More than 2,000 years of ice formation on Mount Everest’s South Col glacier has been lost in the past 30 years. This year, 17 people died attempting to climb the world’s highest peak – four times the average. Experienced climber and writer Natalie Berry interviewed
90-year-old Kanchha Sherpa, the last surviving member of the team that first reached the summit in 1953, and his grandson, Tenzing Chogyal Sherpa,
a glaciologist who’s working to conserve the high Himalaya (Page 28). She recounts their fears and hopes for the mountain’s future as it faces dramatic climate change and the problems of an ever-growing number of people willing to spend tens of thousands of pounds to scale its heights.
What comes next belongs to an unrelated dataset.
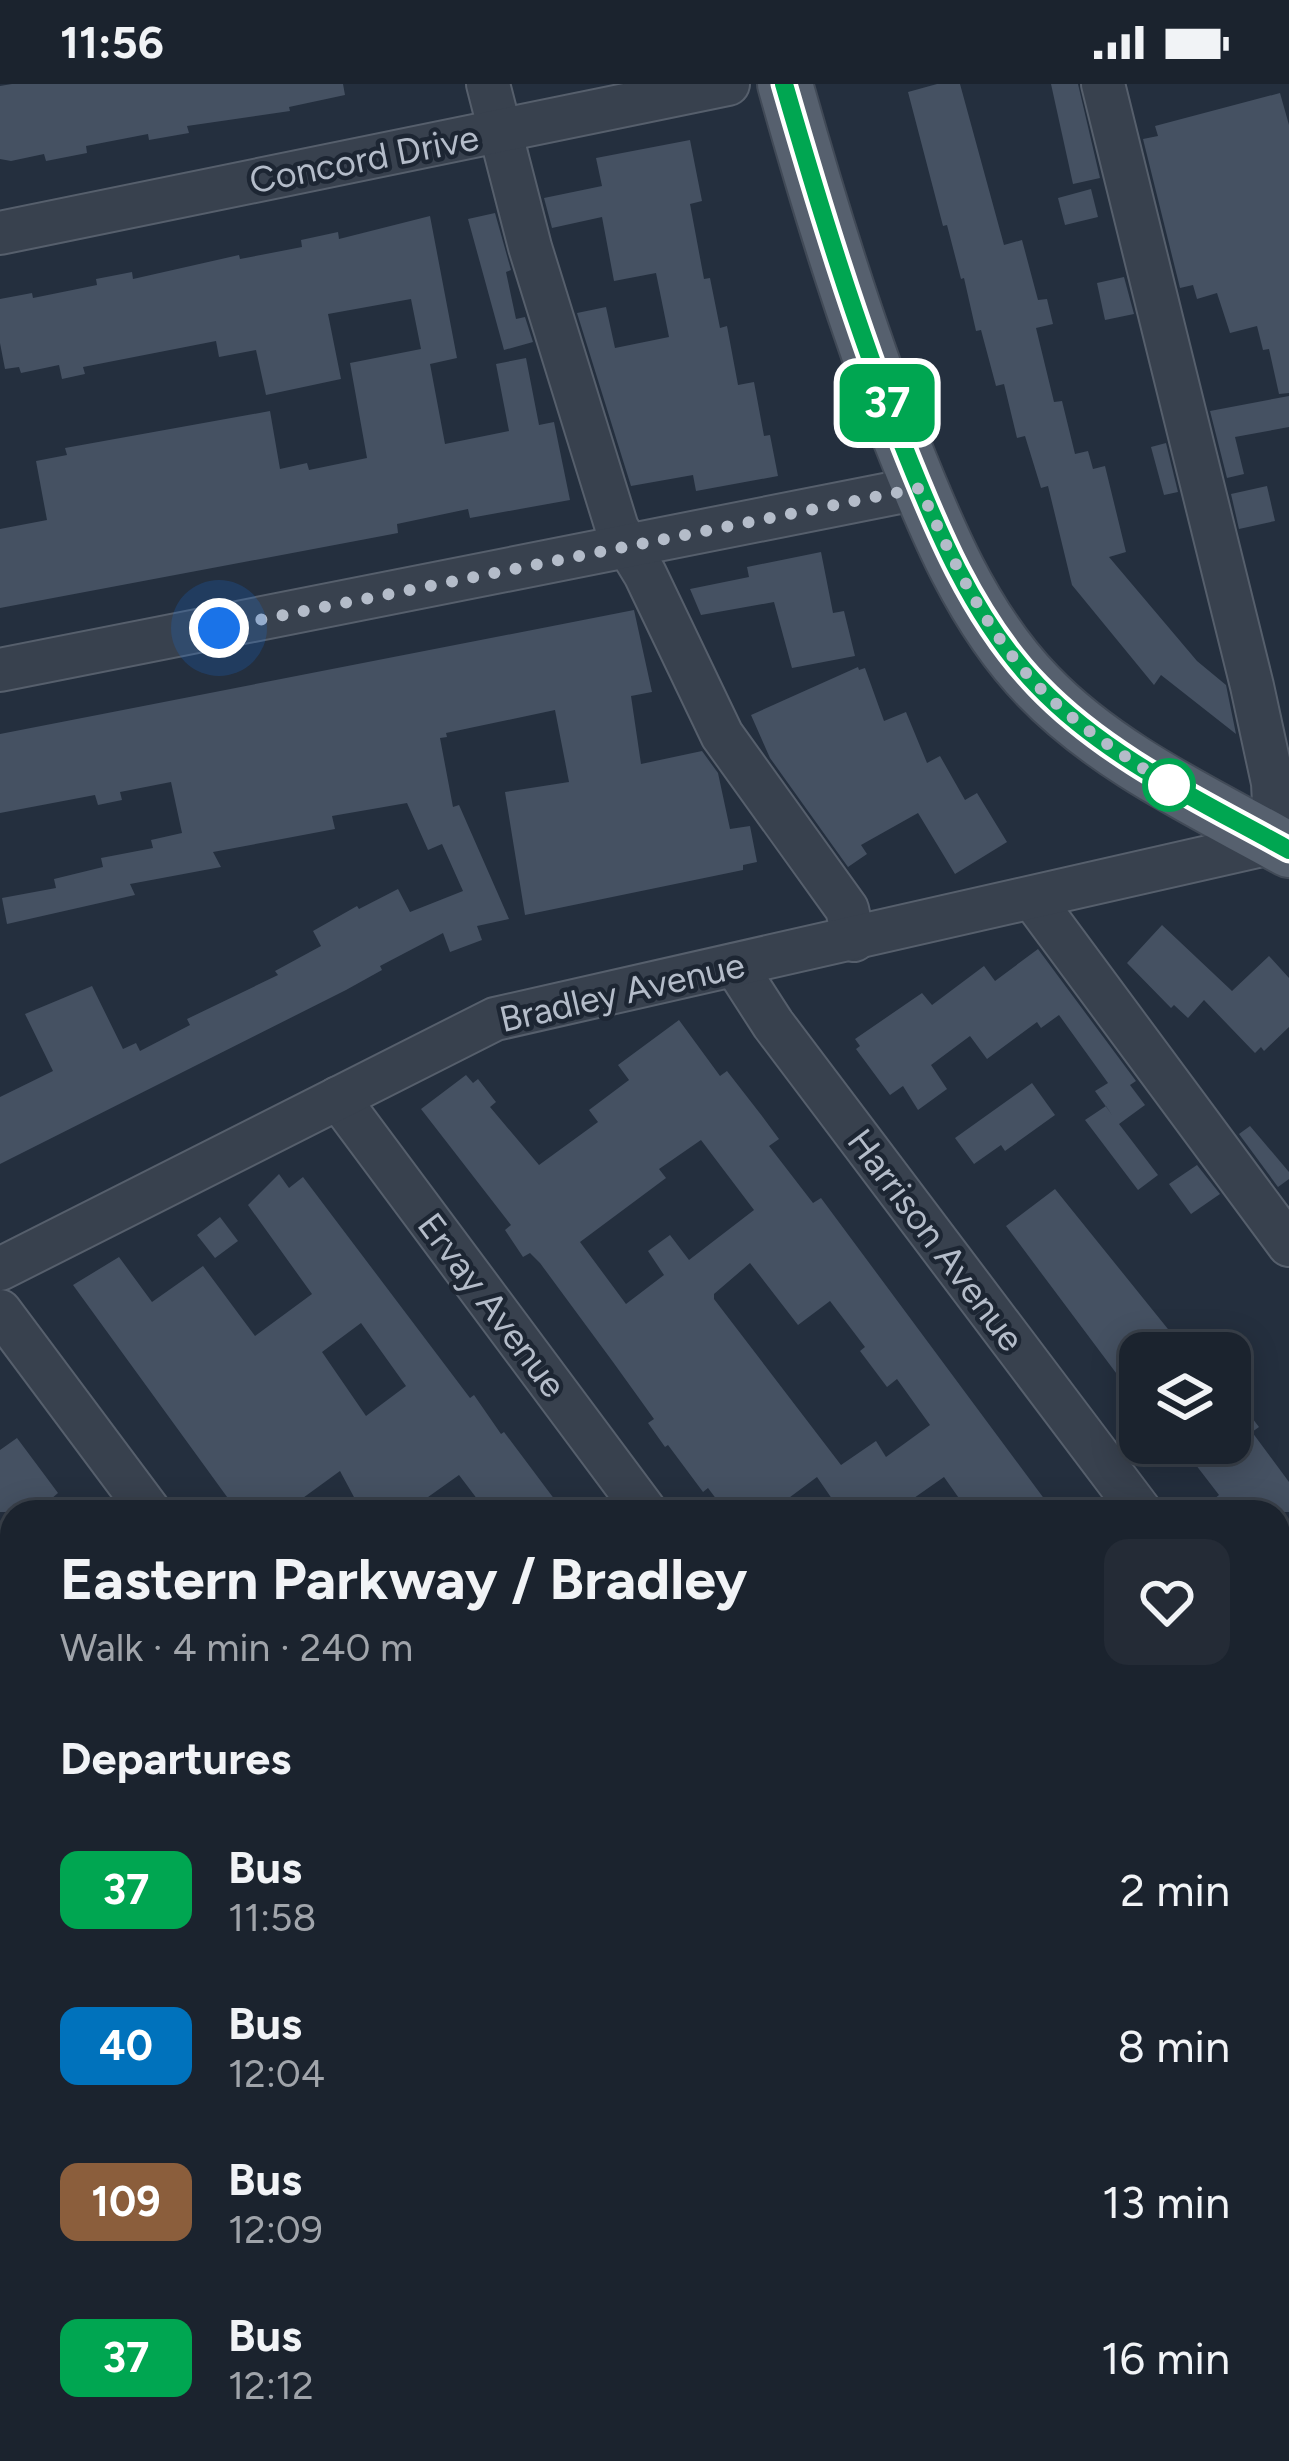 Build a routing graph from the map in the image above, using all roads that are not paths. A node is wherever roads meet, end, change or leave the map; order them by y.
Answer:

Our cover story is a report from Cambodia’s Tonlé Sap lake, which is also facing a host of modern pressures. The Mekong River, when replete with monsoon water, used to flow into it, creating one of the world’s most bountiful lakes, the largest in Southeast Asia. Today, as Tommy Trenchard reports (Page 42), upstream dams, changing weather patterns, population growth and overfishing are leaving those who live on and around Tonlé Sap impoverished, with little option but to go deeper in debt or migrate to city slums.
read more read less
Published in the UK since 1935, Geographical is the official magazine of the Royal Geographical Society (with IBG). Informative, authoritative and educational, this site’s content covers a wide range of subject areas, including geography, culture, wildlife and exploration, illustrated with superb photography.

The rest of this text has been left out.